• **What to do**: Each line below is to be repeated exactly; any picture is to be left out.

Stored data
★ ★ ★ ★ ★

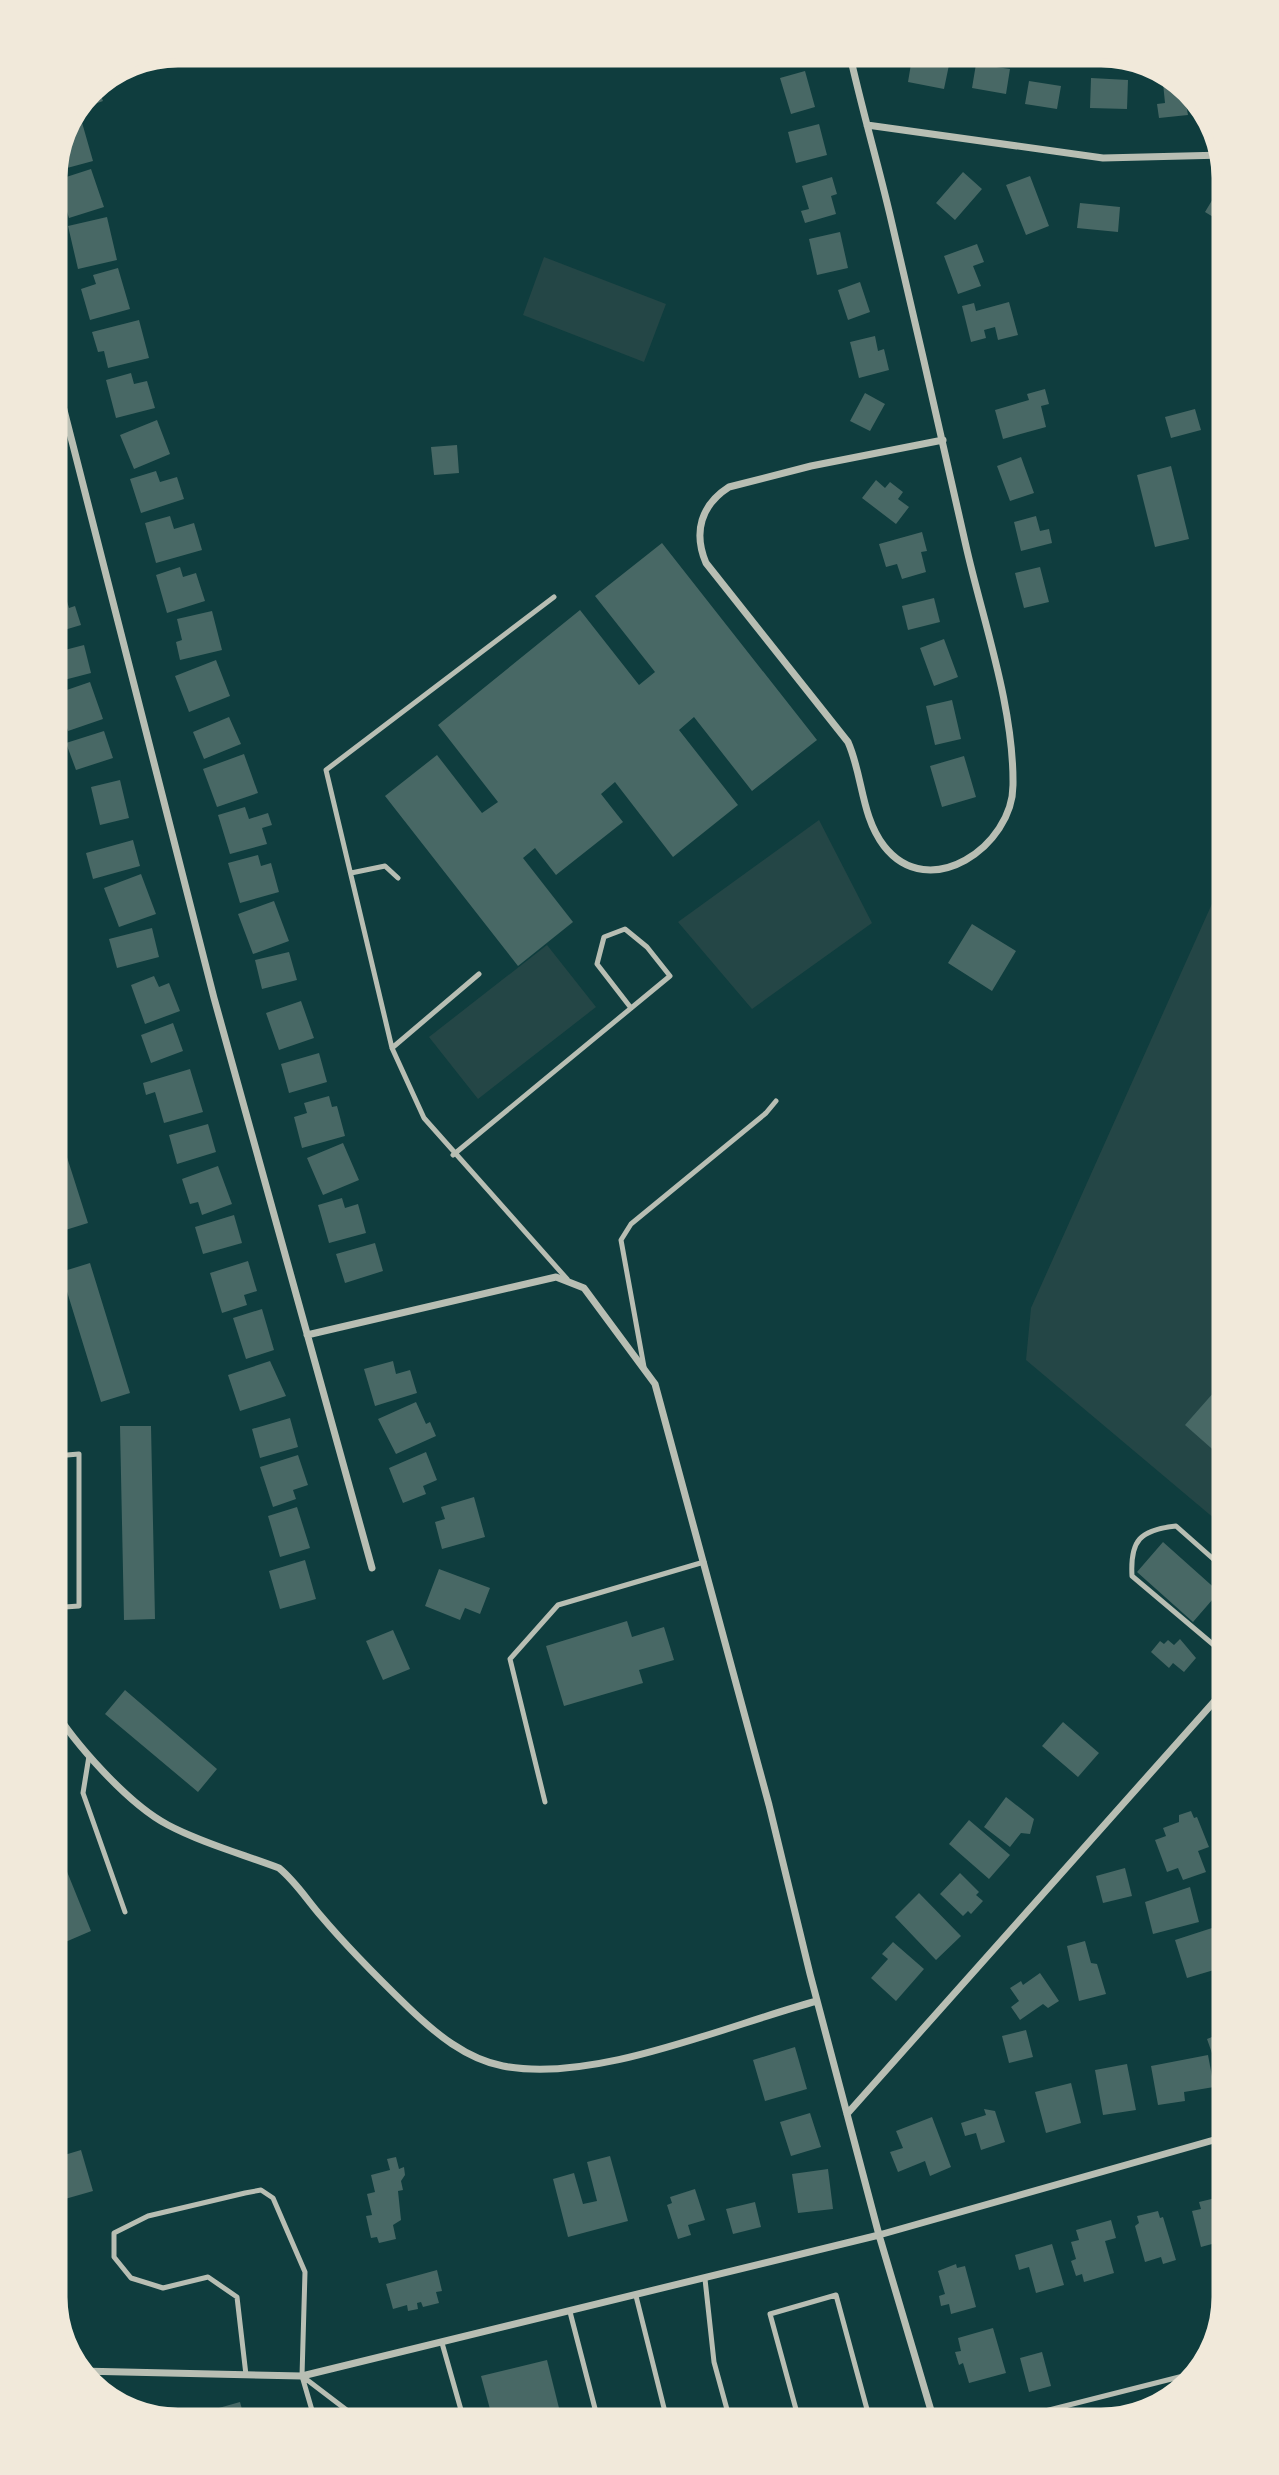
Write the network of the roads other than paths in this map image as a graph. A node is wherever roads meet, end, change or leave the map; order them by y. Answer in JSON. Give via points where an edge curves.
{"nodes":[{"id":1,"x":852,"y":63,"type":"edge"},
{"id":2,"x":867,"y":125,"type":"junction"},
{"id":3,"x":1214,"y":155,"type":"edge"},
{"id":4,"x":63,"y":406,"type":"edge"},
{"id":5,"x":943,"y":440,"type":"junction"},
{"id":6,"x":554,"y":597,"type":"dead end"},
{"id":7,"x":351,"y":873,"type":"junction"},
{"id":8,"x":398,"y":878,"type":"dead end"},
{"id":9,"x":479,"y":974,"type":"dead end"},
{"id":10,"x":631,"y":1008,"type":"junction"},
{"id":11,"x":391,"y":1048,"type":"junction"},
{"id":12,"x":776,"y":1101,"type":"dead end"},
{"id":13,"x":453,"y":1155,"type":"junction"},
{"id":14,"x":567,"y":1279,"type":"junction"},
{"id":15,"x":307,"y":1335,"type":"junction"},
{"id":16,"x":644,"y":1367,"type":"junction"},
{"id":17,"x":63,"y":1455,"type":"edge"},
{"id":18,"x":704,"y":1562,"type":"junction"},
{"id":19,"x":1216,"y":1562,"type":"edge"},
{"id":20,"x":372,"y":1569,"type":"dead end"},
{"id":21,"x":63,"y":1607,"type":"edge"},
{"id":22,"x":1216,"y":1647,"type":"edge"},
{"id":23,"x":1216,"y":1703,"type":"edge"},
{"id":24,"x":63,"y":1721,"type":"edge"},
{"id":25,"x":89,"y":1756,"type":"junction"},
{"id":26,"x":545,"y":1802,"type":"dead end"},
{"id":27,"x":125,"y":1912,"type":"dead end"},
{"id":28,"x":817,"y":2001,"type":"junction"},
{"id":29,"x":847,"y":2113,"type":"junction"},
{"id":30,"x":1216,"y":2139,"type":"edge"},
{"id":31,"x":880,"y":2235,"type":"junction"},
{"id":32,"x":705,"y":2279,"type":"junction"},
{"id":33,"x":636,"y":2296,"type":"junction"},
{"id":34,"x":570,"y":2312,"type":"junction"},
{"id":35,"x":442,"y":2343,"type":"junction"},
{"id":36,"x":91,"y":2371,"type":"edge"},
{"id":37,"x":246,"y":2375,"type":"junction"},
{"id":38,"x":302,"y":2376,"type":"junction"},
{"id":39,"x":1184,"y":2376,"type":"edge"},
{"id":40,"x":312,"y":2412,"type":"edge"},
{"id":41,"x":349,"y":2412,"type":"edge"},
{"id":42,"x":462,"y":2412,"type":"edge"},
{"id":43,"x":596,"y":2412,"type":"edge"},
{"id":44,"x":665,"y":2412,"type":"edge"},
{"id":45,"x":728,"y":2412,"type":"edge"},
{"id":46,"x":797,"y":2412,"type":"edge"},
{"id":47,"x":868,"y":2412,"type":"edge"},
{"id":48,"x":932,"y":2412,"type":"edge"},
{"id":49,"x":1041,"y":2412,"type":"edge"}],
"edges":[{"from":1,"to":2,"type":"street"},
{"from":2,"to":3,"type":"street","via":[[1103,159]]},
{"from":2,"to":5,"type":"street"},
{"from":4,"to":15,"type":"street","via":[[214,998]]},
{"from":5,"to":5,"type":"street","via":[[1004,708],[1014,785],[1002,825],[980,852],[957,866],[930,870],[905,865],[880,840],[869,820],[848,742],[706,563],[699,539],[703,514],[729,487]]},
{"from":6,"to":7,"type":"lane","via":[[327,770]]},
{"from":7,"to":8,"type":"lane","via":[[385,866]]},
{"from":7,"to":11,"type":"lane"},
{"from":9,"to":11,"type":"lane"},
{"from":10,"to":10,"type":"lane","via":[[670,976],[625,929],[604,937],[597,964]]},
{"from":10,"to":13,"type":"lane"},
{"from":11,"to":13,"type":"lane","via":[[424,1118]]},
{"from":12,"to":16,"type":"lane","via":[[631,1224],[621,1240]]},
{"from":13,"to":14,"type":"lane"},
{"from":14,"to":15,"type":"street","via":[[544,1278]]},
{"from":14,"to":16,"type":"street","via":[[584,1288]]},
{"from":15,"to":20,"type":"street"},
{"from":16,"to":18,"type":"street","via":[[655,1384]]},
{"from":17,"to":21,"type":"lane","via":[[79,1454],[79,1606]]},
{"from":18,"to":26,"type":"lane","via":[[558,1605],[510,1658]]},
{"from":18,"to":28,"type":"street"},
{"from":19,"to":22,"type":"lane","via":[[1175,1526],[1157,1528],[1138,1538],[1131,1555],[1132,1576]]},
{"from":23,"to":29,"type":"street"},
{"from":24,"to":25,"type":"street"},
{"from":25,"to":27,"type":"lane","via":[[83,1793]]},
{"from":25,"to":28,"type":"street","via":[[167,1824],[279,1868],[443,2039],[501,2066],[534,2069],[594,2064]]},
{"from":28,"to":29,"type":"street"},
{"from":29,"to":31,"type":"street"},
{"from":30,"to":31,"type":"street"},
{"from":31,"to":32,"type":"street"},
{"from":31,"to":48,"type":"street"},
{"from":32,"to":33,"type":"street"},
{"from":32,"to":45,"type":"lane","via":[[714,2362]]},
{"from":33,"to":34,"type":"street"},
{"from":33,"to":44,"type":"lane"},
{"from":34,"to":35,"type":"street"},
{"from":34,"to":43,"type":"lane"},
{"from":35,"to":38,"type":"street"},
{"from":35,"to":42,"type":"lane"},
{"from":36,"to":37,"type":"street"},
{"from":37,"to":38,"type":"street"},
{"from":37,"to":38,"type":"lane","via":[[237,2297],[208,2277],[163,2288],[131,2278],[114,2257],[114,2233],[148,2216],[245,2193],[261,2190],[273,2197],[306,2272]]},
{"from":38,"to":40,"type":"lane"},
{"from":38,"to":41,"type":"lane"},
{"from":39,"to":49,"type":"lane"},
{"from":46,"to":47,"type":"lane","via":[[770,2314],[836,2295]]}]}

★ ★ ★ ★ ★

• **Written response**:
Write the network of the roads other than paths in this map image as a graph. A node is wherever roads meet, end, change or leave the map; order them by y. Answer in JSON. Give via points where an edge curves.
{"nodes":[{"id":1,"x":852,"y":63,"type":"edge"},
{"id":2,"x":867,"y":125,"type":"junction"},
{"id":3,"x":1214,"y":155,"type":"edge"},
{"id":4,"x":63,"y":406,"type":"edge"},
{"id":5,"x":943,"y":440,"type":"junction"},
{"id":6,"x":554,"y":597,"type":"dead end"},
{"id":7,"x":351,"y":873,"type":"junction"},
{"id":8,"x":398,"y":878,"type":"dead end"},
{"id":9,"x":479,"y":974,"type":"dead end"},
{"id":10,"x":631,"y":1008,"type":"junction"},
{"id":11,"x":391,"y":1048,"type":"junction"},
{"id":12,"x":776,"y":1101,"type":"dead end"},
{"id":13,"x":453,"y":1155,"type":"junction"},
{"id":14,"x":567,"y":1279,"type":"junction"},
{"id":15,"x":307,"y":1335,"type":"junction"},
{"id":16,"x":644,"y":1367,"type":"junction"},
{"id":17,"x":63,"y":1455,"type":"edge"},
{"id":18,"x":704,"y":1562,"type":"junction"},
{"id":19,"x":1216,"y":1562,"type":"edge"},
{"id":20,"x":372,"y":1569,"type":"dead end"},
{"id":21,"x":63,"y":1607,"type":"edge"},
{"id":22,"x":1216,"y":1647,"type":"edge"},
{"id":23,"x":1216,"y":1703,"type":"edge"},
{"id":24,"x":63,"y":1721,"type":"edge"},
{"id":25,"x":89,"y":1756,"type":"junction"},
{"id":26,"x":545,"y":1802,"type":"dead end"},
{"id":27,"x":125,"y":1912,"type":"dead end"},
{"id":28,"x":817,"y":2001,"type":"junction"},
{"id":29,"x":847,"y":2113,"type":"junction"},
{"id":30,"x":1216,"y":2139,"type":"edge"},
{"id":31,"x":880,"y":2235,"type":"junction"},
{"id":32,"x":705,"y":2279,"type":"junction"},
{"id":33,"x":636,"y":2296,"type":"junction"},
{"id":34,"x":570,"y":2312,"type":"junction"},
{"id":35,"x":442,"y":2343,"type":"junction"},
{"id":36,"x":91,"y":2371,"type":"edge"},
{"id":37,"x":246,"y":2375,"type":"junction"},
{"id":38,"x":302,"y":2376,"type":"junction"},
{"id":39,"x":1184,"y":2376,"type":"edge"},
{"id":40,"x":312,"y":2412,"type":"edge"},
{"id":41,"x":349,"y":2412,"type":"edge"},
{"id":42,"x":462,"y":2412,"type":"edge"},
{"id":43,"x":596,"y":2412,"type":"edge"},
{"id":44,"x":665,"y":2412,"type":"edge"},
{"id":45,"x":728,"y":2412,"type":"edge"},
{"id":46,"x":797,"y":2412,"type":"edge"},
{"id":47,"x":868,"y":2412,"type":"edge"},
{"id":48,"x":932,"y":2412,"type":"edge"},
{"id":49,"x":1041,"y":2412,"type":"edge"}],
"edges":[{"from":1,"to":2,"type":"street"},
{"from":2,"to":3,"type":"street","via":[[1103,159]]},
{"from":2,"to":5,"type":"street"},
{"from":4,"to":15,"type":"street","via":[[214,998]]},
{"from":5,"to":5,"type":"street","via":[[1004,708],[1014,785],[1002,825],[980,852],[957,866],[930,870],[905,865],[880,840],[869,820],[848,742],[706,563],[699,539],[703,514],[729,487]]},
{"from":6,"to":7,"type":"lane","via":[[327,770]]},
{"from":7,"to":8,"type":"lane","via":[[385,866]]},
{"from":7,"to":11,"type":"lane"},
{"from":9,"to":11,"type":"lane"},
{"from":10,"to":10,"type":"lane","via":[[670,976],[625,929],[604,937],[597,964]]},
{"from":10,"to":13,"type":"lane"},
{"from":11,"to":13,"type":"lane","via":[[424,1118]]},
{"from":12,"to":16,"type":"lane","via":[[631,1224],[621,1240]]},
{"from":13,"to":14,"type":"lane"},
{"from":14,"to":15,"type":"street","via":[[544,1278]]},
{"from":14,"to":16,"type":"street","via":[[584,1288]]},
{"from":15,"to":20,"type":"street"},
{"from":16,"to":18,"type":"street","via":[[655,1384]]},
{"from":17,"to":21,"type":"lane","via":[[79,1454],[79,1606]]},
{"from":18,"to":26,"type":"lane","via":[[558,1605],[510,1658]]},
{"from":18,"to":28,"type":"street"},
{"from":19,"to":22,"type":"lane","via":[[1175,1526],[1157,1528],[1138,1538],[1131,1555],[1132,1576]]},
{"from":23,"to":29,"type":"street"},
{"from":24,"to":25,"type":"street"},
{"from":25,"to":27,"type":"lane","via":[[83,1793]]},
{"from":25,"to":28,"type":"street","via":[[167,1824],[279,1868],[443,2039],[501,2066],[534,2069],[594,2064]]},
{"from":28,"to":29,"type":"street"},
{"from":29,"to":31,"type":"street"},
{"from":30,"to":31,"type":"street"},
{"from":31,"to":32,"type":"street"},
{"from":31,"to":48,"type":"street"},
{"from":32,"to":33,"type":"street"},
{"from":32,"to":45,"type":"lane","via":[[714,2362]]},
{"from":33,"to":34,"type":"street"},
{"from":33,"to":44,"type":"lane"},
{"from":34,"to":35,"type":"street"},
{"from":34,"to":43,"type":"lane"},
{"from":35,"to":38,"type":"street"},
{"from":35,"to":42,"type":"lane"},
{"from":36,"to":37,"type":"street"},
{"from":37,"to":38,"type":"street"},
{"from":37,"to":38,"type":"lane","via":[[237,2297],[208,2277],[163,2288],[131,2278],[114,2257],[114,2233],[148,2216],[245,2193],[261,2190],[273,2197],[306,2272]]},
{"from":38,"to":40,"type":"lane"},
{"from":38,"to":41,"type":"lane"},
{"from":39,"to":49,"type":"lane"},
{"from":46,"to":47,"type":"lane","via":[[770,2314],[836,2295]]}]}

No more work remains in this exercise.